Try it >> Every word of the data below has to be copied faithfully.

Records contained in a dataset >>
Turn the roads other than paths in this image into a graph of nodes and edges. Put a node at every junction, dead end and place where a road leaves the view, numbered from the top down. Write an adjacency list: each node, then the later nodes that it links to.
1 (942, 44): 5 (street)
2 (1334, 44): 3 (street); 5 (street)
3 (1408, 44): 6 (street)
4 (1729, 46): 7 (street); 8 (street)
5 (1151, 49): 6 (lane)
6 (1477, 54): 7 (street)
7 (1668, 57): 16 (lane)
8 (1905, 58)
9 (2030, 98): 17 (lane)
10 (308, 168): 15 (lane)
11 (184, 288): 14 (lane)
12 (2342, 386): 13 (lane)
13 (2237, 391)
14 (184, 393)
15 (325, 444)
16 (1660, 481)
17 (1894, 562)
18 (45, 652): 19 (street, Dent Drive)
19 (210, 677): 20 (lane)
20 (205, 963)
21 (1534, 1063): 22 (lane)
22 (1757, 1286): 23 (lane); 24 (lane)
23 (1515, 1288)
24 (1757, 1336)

Exercise answer >>
Turn the roads other than paths in this image into a graph of nodes and edges. Put a node at every junction, dead end and place where a road leaves the view, numbered from the top down. Write an adjacency list: each node, then the later nodes that it links to.
1 (942, 44): 5 (street)
2 (1334, 44): 3 (street); 5 (street)
3 (1408, 44): 6 (street)
4 (1729, 46): 7 (street); 8 (street)
5 (1151, 49): 6 (lane)
6 (1477, 54): 7 (street)
7 (1668, 57): 16 (lane)
8 (1905, 58)
9 (2030, 98): 17 (lane)
10 (308, 168): 15 (lane)
11 (184, 288): 14 (lane)
12 (2342, 386): 13 (lane)
13 (2237, 391)
14 (184, 393)
15 (325, 444)
16 (1660, 481)
17 (1894, 562)
18 (45, 652): 19 (street, Dent Drive)
19 (210, 677): 20 (lane)
20 (205, 963)
21 (1534, 1063): 22 (lane)
22 (1757, 1286): 23 (lane); 24 (lane)
23 (1515, 1288)
24 (1757, 1336)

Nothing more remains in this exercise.